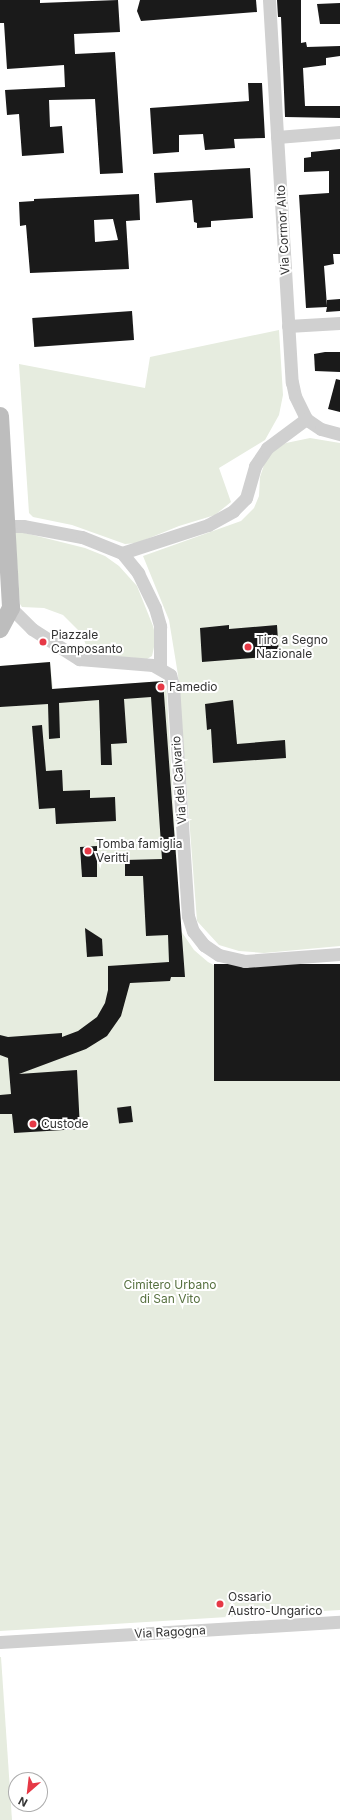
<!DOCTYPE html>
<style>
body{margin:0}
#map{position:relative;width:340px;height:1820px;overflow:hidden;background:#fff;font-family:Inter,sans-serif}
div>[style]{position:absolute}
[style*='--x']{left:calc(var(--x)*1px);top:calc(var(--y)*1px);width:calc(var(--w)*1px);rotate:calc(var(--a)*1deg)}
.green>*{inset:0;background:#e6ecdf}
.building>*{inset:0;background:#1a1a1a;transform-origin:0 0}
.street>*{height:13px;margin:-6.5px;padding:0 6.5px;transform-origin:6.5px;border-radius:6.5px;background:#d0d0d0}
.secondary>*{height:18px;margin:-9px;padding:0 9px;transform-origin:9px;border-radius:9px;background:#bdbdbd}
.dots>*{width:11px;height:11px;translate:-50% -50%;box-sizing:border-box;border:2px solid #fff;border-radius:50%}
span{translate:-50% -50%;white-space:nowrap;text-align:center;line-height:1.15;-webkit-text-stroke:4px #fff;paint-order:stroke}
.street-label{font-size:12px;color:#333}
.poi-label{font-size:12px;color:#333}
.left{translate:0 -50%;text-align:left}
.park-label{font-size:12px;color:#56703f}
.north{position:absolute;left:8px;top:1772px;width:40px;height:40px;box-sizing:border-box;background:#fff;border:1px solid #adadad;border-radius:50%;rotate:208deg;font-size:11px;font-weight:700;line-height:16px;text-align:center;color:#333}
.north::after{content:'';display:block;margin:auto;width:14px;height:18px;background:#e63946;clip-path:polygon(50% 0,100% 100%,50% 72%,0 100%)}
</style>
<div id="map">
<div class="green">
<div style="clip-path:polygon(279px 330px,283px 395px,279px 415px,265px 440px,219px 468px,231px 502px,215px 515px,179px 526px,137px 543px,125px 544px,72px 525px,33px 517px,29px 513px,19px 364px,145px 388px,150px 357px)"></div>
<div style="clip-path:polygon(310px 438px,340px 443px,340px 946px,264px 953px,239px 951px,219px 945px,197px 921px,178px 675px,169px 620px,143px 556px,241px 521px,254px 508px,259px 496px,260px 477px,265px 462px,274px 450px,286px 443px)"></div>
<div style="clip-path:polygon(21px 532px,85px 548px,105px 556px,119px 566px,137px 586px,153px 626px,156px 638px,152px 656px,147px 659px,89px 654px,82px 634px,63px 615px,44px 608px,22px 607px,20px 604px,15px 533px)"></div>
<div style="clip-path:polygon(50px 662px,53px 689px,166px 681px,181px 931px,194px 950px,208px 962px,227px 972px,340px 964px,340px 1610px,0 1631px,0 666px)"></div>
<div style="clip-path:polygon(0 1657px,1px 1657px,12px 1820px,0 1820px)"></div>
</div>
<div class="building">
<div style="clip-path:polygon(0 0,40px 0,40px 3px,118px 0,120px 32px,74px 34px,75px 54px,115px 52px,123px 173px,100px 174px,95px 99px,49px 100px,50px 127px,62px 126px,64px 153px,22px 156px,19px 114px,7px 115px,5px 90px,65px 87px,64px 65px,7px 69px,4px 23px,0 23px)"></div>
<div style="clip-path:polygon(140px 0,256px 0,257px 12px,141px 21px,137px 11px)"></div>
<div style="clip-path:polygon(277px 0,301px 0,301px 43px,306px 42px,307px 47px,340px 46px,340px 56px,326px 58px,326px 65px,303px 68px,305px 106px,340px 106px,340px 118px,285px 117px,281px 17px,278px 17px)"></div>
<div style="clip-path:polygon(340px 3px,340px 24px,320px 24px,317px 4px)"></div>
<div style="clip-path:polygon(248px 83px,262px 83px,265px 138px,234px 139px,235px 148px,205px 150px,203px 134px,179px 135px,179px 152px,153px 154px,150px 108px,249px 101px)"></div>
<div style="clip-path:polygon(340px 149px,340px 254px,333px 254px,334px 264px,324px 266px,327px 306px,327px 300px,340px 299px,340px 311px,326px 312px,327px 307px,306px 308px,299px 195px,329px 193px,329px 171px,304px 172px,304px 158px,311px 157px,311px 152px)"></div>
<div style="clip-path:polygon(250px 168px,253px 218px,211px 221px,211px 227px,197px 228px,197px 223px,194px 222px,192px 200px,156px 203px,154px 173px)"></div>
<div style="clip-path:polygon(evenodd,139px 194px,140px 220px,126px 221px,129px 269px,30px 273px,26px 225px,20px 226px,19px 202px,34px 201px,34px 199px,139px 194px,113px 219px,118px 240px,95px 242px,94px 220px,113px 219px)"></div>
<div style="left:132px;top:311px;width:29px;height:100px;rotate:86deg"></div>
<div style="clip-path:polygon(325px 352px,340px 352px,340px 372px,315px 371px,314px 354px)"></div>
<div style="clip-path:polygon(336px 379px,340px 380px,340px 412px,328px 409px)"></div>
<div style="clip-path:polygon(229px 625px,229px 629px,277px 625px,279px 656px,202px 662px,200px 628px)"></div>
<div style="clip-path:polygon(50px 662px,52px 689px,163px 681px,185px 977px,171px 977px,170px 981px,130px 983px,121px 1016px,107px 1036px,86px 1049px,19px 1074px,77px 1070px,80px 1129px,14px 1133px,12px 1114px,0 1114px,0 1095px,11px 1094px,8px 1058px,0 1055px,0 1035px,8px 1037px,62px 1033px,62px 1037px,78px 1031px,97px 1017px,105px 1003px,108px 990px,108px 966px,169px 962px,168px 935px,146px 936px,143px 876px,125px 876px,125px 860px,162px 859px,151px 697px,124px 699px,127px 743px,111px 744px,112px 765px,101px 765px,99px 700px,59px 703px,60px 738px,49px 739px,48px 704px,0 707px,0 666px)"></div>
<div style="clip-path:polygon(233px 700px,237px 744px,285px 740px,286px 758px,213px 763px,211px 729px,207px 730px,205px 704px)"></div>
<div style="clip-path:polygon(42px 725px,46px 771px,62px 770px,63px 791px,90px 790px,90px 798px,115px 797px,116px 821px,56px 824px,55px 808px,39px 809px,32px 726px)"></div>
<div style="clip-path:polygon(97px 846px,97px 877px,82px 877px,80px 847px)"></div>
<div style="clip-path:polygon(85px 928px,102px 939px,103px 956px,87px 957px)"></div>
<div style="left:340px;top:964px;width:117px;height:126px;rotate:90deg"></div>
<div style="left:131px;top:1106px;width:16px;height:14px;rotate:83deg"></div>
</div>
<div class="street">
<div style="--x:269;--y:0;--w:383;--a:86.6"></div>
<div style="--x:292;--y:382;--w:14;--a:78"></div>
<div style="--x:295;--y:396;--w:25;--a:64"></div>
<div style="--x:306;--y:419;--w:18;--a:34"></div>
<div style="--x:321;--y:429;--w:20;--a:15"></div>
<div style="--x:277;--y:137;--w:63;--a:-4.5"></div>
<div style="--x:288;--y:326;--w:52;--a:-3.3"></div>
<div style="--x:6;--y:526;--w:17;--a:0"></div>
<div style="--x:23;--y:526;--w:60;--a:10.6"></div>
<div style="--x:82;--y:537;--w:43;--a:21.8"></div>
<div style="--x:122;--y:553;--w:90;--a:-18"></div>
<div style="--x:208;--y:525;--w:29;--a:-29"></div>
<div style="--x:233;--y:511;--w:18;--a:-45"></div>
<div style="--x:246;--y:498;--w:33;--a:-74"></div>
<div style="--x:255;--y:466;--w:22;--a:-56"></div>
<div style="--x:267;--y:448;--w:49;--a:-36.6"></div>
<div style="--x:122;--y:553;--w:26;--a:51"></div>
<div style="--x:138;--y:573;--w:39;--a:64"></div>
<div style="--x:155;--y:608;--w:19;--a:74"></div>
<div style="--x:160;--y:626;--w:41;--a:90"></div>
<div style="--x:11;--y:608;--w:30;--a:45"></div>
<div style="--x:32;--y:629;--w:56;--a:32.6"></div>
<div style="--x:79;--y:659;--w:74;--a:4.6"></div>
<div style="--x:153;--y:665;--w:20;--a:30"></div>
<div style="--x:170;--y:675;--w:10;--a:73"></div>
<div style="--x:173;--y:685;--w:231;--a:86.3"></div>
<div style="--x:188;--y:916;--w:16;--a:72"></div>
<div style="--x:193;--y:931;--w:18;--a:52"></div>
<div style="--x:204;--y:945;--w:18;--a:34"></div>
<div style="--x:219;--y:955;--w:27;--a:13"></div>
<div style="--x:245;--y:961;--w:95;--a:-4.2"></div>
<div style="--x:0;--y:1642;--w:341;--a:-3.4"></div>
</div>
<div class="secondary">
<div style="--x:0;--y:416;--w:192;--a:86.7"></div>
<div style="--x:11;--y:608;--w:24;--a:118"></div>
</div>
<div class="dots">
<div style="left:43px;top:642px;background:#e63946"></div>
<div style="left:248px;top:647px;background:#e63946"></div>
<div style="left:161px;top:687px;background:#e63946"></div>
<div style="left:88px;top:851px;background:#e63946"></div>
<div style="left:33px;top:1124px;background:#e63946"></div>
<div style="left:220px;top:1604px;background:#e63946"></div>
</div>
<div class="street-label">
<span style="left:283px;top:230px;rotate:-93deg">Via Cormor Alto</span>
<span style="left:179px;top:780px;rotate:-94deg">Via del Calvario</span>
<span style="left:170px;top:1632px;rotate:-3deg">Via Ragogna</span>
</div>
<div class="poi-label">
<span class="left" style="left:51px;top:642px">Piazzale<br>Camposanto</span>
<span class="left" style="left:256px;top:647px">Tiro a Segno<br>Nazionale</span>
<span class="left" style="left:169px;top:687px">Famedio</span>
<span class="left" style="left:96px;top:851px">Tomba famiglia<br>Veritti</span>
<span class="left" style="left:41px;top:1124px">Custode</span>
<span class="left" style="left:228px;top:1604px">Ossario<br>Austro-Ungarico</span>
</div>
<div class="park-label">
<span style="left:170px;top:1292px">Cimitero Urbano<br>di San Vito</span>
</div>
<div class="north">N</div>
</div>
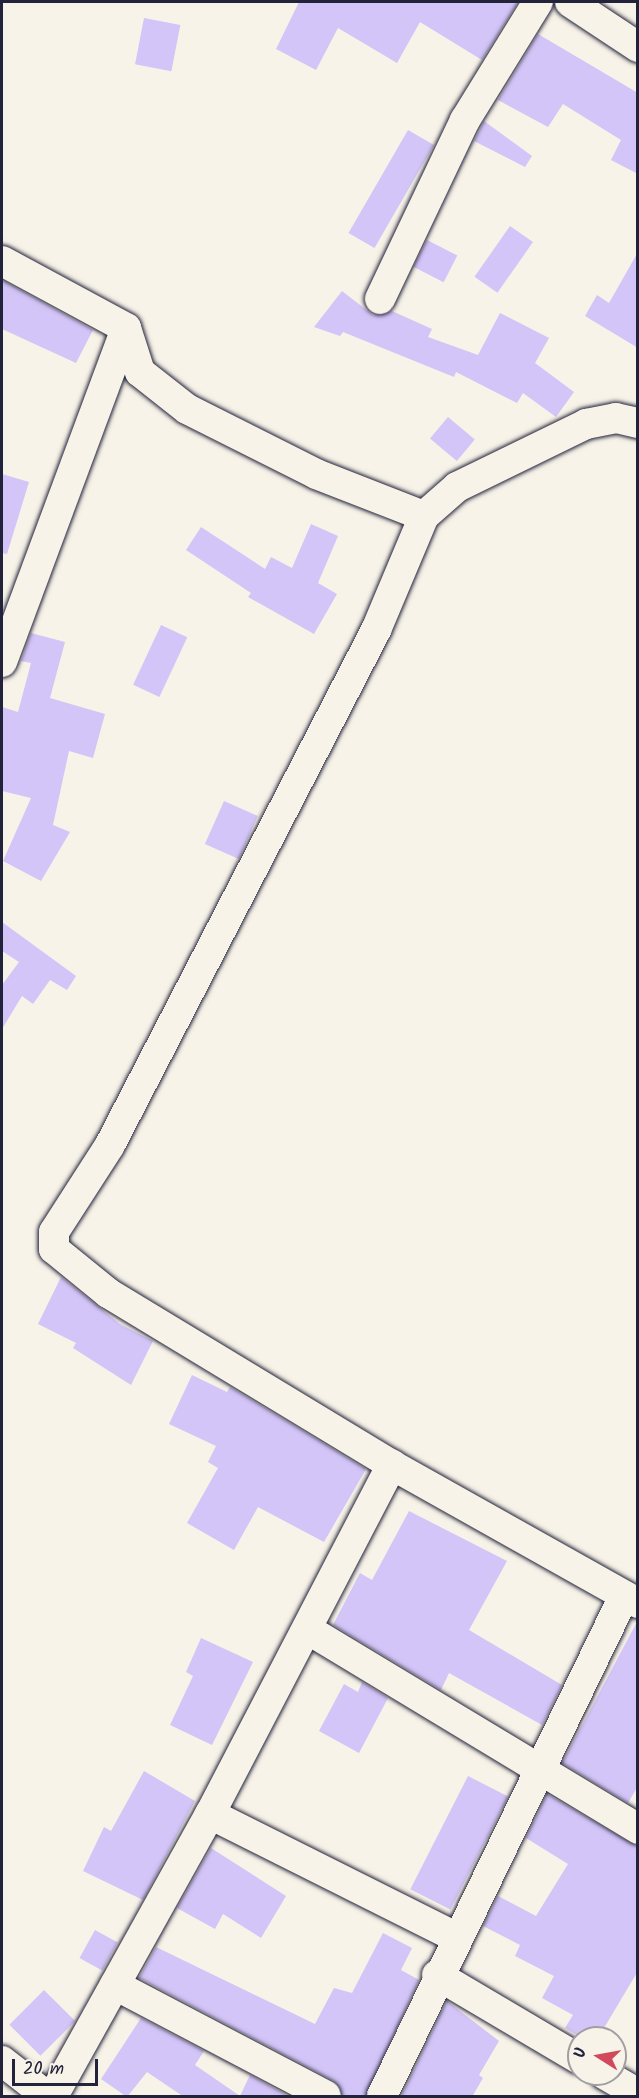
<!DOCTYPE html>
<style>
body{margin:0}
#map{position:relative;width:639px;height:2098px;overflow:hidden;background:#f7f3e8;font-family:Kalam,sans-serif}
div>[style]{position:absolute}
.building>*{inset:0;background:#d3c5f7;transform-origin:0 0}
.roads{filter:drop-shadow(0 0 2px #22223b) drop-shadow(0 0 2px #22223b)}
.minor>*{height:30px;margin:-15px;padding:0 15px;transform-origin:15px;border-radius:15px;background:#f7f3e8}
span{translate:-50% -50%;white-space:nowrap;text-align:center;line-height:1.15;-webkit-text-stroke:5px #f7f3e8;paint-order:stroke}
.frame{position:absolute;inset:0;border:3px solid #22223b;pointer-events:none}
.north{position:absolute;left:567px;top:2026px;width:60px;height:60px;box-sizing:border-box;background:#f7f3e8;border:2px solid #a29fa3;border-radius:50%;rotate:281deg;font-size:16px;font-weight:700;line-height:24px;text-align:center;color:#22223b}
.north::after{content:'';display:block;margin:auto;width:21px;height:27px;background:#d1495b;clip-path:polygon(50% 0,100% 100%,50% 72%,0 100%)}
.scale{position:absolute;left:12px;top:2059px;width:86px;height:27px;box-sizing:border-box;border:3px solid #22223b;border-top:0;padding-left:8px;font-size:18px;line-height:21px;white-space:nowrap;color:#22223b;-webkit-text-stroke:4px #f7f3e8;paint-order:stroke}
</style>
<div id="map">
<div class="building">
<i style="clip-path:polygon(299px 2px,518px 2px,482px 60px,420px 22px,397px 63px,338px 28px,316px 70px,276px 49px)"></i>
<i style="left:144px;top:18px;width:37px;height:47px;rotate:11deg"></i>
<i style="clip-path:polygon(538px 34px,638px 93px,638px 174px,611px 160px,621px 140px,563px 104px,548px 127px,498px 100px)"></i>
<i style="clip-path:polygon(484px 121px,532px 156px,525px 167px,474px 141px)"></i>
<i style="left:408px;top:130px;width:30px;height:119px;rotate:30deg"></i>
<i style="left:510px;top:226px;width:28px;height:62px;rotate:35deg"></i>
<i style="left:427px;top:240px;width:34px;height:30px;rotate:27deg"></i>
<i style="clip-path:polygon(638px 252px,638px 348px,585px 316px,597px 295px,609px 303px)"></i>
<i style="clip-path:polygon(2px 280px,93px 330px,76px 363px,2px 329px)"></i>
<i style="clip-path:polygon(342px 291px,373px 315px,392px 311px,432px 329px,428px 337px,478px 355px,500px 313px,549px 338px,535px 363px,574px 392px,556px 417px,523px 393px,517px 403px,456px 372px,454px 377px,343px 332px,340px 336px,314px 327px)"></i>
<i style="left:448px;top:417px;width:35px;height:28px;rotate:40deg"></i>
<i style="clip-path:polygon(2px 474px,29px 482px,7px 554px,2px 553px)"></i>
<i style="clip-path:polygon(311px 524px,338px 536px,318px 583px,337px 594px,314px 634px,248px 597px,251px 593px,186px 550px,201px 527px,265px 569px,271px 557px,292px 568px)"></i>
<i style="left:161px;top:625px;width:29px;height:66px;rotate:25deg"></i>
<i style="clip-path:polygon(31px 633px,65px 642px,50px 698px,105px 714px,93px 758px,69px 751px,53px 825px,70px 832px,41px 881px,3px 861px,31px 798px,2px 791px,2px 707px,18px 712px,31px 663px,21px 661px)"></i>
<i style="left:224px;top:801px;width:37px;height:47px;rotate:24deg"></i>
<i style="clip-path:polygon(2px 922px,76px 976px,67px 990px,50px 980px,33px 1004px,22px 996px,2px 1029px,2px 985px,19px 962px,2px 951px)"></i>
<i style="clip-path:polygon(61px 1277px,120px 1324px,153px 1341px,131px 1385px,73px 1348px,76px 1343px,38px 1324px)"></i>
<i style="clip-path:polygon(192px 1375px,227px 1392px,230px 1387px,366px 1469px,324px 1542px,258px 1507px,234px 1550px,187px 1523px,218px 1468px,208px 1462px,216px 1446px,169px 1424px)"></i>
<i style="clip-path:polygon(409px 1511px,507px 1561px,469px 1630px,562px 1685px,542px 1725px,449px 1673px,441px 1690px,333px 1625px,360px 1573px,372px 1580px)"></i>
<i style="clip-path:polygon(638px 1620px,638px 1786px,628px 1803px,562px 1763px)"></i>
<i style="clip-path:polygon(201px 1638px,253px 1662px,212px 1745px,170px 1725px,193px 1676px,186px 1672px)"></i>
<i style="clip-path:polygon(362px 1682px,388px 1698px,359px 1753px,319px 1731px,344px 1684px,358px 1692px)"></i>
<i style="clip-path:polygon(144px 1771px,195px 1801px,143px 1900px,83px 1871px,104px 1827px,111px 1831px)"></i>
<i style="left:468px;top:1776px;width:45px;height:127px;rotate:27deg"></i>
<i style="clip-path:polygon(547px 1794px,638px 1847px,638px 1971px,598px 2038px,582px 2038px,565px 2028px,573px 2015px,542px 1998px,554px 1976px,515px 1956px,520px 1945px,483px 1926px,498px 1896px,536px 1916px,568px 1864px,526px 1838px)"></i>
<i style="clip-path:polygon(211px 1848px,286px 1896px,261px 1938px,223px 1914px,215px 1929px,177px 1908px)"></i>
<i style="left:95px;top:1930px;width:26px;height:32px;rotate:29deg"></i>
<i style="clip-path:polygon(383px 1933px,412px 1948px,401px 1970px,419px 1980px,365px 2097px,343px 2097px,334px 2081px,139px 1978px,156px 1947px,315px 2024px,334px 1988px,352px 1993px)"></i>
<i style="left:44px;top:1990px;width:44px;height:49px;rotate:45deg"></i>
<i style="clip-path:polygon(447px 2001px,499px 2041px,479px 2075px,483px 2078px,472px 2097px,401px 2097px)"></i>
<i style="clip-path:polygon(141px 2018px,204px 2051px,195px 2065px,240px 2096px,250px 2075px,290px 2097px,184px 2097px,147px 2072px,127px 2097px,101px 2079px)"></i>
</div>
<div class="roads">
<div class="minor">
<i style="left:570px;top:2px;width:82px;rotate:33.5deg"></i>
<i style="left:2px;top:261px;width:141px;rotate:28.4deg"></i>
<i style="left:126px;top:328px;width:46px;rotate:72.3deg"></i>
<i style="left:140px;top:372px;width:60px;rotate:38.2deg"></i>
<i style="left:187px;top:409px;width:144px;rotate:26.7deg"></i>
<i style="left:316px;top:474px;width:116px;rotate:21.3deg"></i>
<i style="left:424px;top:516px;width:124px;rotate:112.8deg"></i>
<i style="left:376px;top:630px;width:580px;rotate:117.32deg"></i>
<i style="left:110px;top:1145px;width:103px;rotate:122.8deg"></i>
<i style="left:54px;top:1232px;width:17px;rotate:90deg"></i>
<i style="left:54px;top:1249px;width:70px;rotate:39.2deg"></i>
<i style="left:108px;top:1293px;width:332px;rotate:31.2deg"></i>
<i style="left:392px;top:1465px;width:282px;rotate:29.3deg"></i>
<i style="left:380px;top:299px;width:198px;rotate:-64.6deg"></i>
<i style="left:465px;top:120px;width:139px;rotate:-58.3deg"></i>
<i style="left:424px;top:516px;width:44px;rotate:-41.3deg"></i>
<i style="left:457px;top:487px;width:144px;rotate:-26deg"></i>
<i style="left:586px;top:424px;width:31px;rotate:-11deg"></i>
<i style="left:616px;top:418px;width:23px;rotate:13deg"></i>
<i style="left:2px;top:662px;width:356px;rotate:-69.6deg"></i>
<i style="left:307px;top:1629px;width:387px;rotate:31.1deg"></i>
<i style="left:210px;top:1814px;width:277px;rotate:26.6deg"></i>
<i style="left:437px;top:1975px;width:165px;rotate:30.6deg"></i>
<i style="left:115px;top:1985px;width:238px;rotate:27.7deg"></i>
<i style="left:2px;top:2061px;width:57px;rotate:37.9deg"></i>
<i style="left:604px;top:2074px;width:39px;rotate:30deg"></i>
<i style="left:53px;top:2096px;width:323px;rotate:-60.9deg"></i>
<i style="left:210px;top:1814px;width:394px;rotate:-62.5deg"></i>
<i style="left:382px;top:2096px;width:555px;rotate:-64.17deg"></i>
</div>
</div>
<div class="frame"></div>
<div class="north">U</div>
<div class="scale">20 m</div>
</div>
****************
__Your goal__:
From the entries above, show each line that includes the string "serif".

__Exercise output__:
#map{position:relative;width:340px;height:1820px;overflow:hidden;background:#fff;font-family:Inter,sans-serif}
#map{position:relative;width:639px;height:2098px;overflow:hidden;background:#f7f3e8;font-family:Kalam,sans-serif}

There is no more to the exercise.